This morning started dramatically when the bread caught on fire in the toaster. Happy Family Day to me!
My husband shuffled wearily out of bed – he was sleeping in, the poor man – and turned off the smoke detector without even raising an eyebrow and went wearily back to bed, because I’m forever setting the smoke detector off while I’m cooking. The stupid smoke detectors are just too SENSITIVE. Our 40 year old toaster has perhaps had the biscuit. Maybe. (and if my camera’s batteries weren’t dead, I would have caught a picture of the flaming toaster, but alas….)
It’s been that sort of month. We’re all still vaguely sick – the virus that’s made the rounds in town really hangs on, apparently, and I spend much of my time feeling either chilled (because of the winter that WILL NOT END) or kind of nauseated and bleh and not much like making supper, despite being possibly the world’s hungriest person. And yet my inconvenient children still want food, which means that I’ve been relying on my rice cooker that Cuisinart sent me A LOT:
I throw some rice and water in, turn it on and go lay back down – meanwhile, the rest of supper has been cooking all day in the slow cooker and come supper time, the food has pretty much cooked itself. It’s very handy, especially this time of year when everyone is feeling kind of cruddy and it’s cold and you want something warm and comforting for dinner.

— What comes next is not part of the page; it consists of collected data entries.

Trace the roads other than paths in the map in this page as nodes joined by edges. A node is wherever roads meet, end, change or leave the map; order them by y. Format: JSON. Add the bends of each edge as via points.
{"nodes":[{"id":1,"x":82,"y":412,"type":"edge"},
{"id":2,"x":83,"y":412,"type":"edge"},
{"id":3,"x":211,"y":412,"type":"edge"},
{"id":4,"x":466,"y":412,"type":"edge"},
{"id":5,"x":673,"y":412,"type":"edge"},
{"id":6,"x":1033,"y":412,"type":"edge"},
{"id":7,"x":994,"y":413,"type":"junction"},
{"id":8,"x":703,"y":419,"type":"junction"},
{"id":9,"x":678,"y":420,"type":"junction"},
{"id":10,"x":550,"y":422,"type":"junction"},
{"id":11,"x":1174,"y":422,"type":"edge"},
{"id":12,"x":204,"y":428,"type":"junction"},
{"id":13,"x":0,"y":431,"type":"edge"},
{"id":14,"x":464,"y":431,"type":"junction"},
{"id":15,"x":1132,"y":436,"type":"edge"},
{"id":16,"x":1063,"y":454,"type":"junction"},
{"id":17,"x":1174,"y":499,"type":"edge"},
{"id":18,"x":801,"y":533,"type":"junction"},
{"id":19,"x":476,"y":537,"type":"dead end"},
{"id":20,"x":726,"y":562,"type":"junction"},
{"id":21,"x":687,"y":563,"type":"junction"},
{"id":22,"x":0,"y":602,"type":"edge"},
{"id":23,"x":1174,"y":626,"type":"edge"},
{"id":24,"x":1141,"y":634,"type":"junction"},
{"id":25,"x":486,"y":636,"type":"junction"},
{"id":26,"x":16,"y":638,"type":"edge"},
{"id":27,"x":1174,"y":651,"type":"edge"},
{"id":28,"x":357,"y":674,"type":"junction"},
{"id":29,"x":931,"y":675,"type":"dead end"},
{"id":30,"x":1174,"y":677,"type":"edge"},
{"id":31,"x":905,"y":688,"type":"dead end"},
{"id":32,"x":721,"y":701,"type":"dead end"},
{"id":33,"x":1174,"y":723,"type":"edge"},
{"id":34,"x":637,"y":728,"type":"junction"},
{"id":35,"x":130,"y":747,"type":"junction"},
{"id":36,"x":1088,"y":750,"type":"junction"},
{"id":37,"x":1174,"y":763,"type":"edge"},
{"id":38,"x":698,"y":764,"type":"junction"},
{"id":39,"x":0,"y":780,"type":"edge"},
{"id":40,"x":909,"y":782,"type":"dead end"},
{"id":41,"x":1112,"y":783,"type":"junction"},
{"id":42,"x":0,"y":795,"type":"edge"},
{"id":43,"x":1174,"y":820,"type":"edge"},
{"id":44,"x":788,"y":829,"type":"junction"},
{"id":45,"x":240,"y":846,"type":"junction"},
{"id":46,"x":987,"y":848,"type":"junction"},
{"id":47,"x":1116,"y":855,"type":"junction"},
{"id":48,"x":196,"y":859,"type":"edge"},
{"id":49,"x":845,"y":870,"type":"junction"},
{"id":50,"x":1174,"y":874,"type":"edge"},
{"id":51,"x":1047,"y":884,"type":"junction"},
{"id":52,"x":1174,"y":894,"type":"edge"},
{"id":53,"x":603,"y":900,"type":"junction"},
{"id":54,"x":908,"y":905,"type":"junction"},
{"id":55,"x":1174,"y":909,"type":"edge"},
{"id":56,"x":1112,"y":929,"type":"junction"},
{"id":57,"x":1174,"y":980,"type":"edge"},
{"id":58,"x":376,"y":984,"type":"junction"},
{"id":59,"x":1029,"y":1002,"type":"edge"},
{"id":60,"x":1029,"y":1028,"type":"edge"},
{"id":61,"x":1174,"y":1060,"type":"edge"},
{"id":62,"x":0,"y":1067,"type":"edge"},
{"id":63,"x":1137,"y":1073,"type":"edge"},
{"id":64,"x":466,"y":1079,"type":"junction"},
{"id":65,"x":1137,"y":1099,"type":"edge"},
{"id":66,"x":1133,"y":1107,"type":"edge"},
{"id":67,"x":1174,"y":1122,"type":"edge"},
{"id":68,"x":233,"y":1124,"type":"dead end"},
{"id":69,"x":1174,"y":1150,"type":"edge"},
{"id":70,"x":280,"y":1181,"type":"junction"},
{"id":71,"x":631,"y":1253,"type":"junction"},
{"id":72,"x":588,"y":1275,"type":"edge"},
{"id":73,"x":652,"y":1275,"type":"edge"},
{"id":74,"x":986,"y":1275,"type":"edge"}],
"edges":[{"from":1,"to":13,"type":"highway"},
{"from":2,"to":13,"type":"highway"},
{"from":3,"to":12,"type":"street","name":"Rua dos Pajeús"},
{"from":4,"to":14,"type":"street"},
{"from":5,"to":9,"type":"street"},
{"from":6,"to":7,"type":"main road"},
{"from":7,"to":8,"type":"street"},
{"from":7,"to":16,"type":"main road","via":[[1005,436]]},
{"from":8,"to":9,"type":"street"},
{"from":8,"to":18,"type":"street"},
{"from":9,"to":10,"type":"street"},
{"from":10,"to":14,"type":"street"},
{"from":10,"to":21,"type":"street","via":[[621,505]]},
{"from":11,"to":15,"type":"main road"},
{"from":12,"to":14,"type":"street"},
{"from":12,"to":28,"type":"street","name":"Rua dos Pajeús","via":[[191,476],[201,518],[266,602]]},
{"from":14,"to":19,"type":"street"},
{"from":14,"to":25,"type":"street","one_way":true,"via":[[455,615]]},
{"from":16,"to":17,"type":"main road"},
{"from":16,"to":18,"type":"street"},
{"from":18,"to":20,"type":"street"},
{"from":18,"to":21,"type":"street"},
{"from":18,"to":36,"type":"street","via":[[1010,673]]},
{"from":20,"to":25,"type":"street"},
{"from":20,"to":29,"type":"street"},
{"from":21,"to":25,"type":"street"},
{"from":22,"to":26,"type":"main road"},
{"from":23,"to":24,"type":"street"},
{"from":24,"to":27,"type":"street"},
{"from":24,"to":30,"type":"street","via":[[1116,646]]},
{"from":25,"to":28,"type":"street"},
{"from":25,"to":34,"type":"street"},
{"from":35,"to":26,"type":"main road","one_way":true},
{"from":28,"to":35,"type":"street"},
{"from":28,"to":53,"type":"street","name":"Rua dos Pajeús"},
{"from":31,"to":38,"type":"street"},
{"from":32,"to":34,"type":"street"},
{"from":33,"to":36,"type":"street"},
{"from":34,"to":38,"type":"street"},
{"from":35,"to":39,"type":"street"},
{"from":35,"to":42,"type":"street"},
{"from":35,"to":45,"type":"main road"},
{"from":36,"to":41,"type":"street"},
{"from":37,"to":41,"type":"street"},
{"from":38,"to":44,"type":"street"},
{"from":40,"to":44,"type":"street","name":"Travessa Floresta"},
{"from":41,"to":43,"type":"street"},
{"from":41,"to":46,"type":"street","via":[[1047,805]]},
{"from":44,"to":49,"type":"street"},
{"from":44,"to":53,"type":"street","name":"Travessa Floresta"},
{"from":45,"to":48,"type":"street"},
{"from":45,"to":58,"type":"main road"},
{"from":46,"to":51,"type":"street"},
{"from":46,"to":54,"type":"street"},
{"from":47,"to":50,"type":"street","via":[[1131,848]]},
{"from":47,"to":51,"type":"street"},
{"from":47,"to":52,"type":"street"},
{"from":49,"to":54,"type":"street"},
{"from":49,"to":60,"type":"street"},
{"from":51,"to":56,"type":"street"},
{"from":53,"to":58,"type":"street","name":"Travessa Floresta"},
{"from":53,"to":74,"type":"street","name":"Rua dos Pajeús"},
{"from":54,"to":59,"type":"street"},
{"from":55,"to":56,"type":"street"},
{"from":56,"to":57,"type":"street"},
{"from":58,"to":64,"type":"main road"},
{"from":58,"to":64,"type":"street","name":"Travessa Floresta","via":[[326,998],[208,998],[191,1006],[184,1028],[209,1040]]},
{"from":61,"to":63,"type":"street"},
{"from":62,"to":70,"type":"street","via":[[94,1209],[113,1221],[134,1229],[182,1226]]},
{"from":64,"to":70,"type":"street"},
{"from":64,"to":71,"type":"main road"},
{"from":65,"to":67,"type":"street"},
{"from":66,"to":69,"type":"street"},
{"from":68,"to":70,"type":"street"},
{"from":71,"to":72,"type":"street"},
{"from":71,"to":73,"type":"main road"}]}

I hesitated before posting that picture, because you can see The Baby’s chubby hand as she attempted to put a different lid on the pot. The rice cooker had just been turned on and so wasn’t hot yet, but it’s important to remember that much of the kitchen is a very unsafe place for children – a young toddler was recently horribly burned locally while playing in the kitchen, and hearing that has caused me to review our household rules about children in the kitchen. The Baby helps me measure rice and water into the unplugged rice cooker, but is not allowed near it once it’s hot. The Girl is allowed to use the hand mixer with supervision, but she’s not allowed to put pans in the oven. The Boy is allowed to carefully chop bananas with a sharp knife so long as a parent is watching, but he’s not allowed to do most other things because he’s a SIX YEAR OLD BOY and I don’t know if you’re around SIX YEAR OLD BOYS a lot, so let me tell you: they are an unpredictable people.
That poor toddler’s accident was all over the local news for a while, and a police officer who was interviewed said that the kitchen is not a safe place for children, the end. And it’s really NOT, but it’s a measured risk on our part – doing the best we can to insure our children’s safety while raising them to be people who can competently feed themselves. Having a daily relationship with the preparation of the food that they eat is vitally important, I think – not just to teach them the most basic of life skills, but also to have them respect the labour that goes into food, to see it not just as something that magically shows up in a restaurant or from a box. And before you know it, they go from beloved little nuisances to being actually helpful, there being no pause from their attempts to dump black pepper into the cake batter to being suddenly able to make much of supper, this arrow-fast path to adulthood.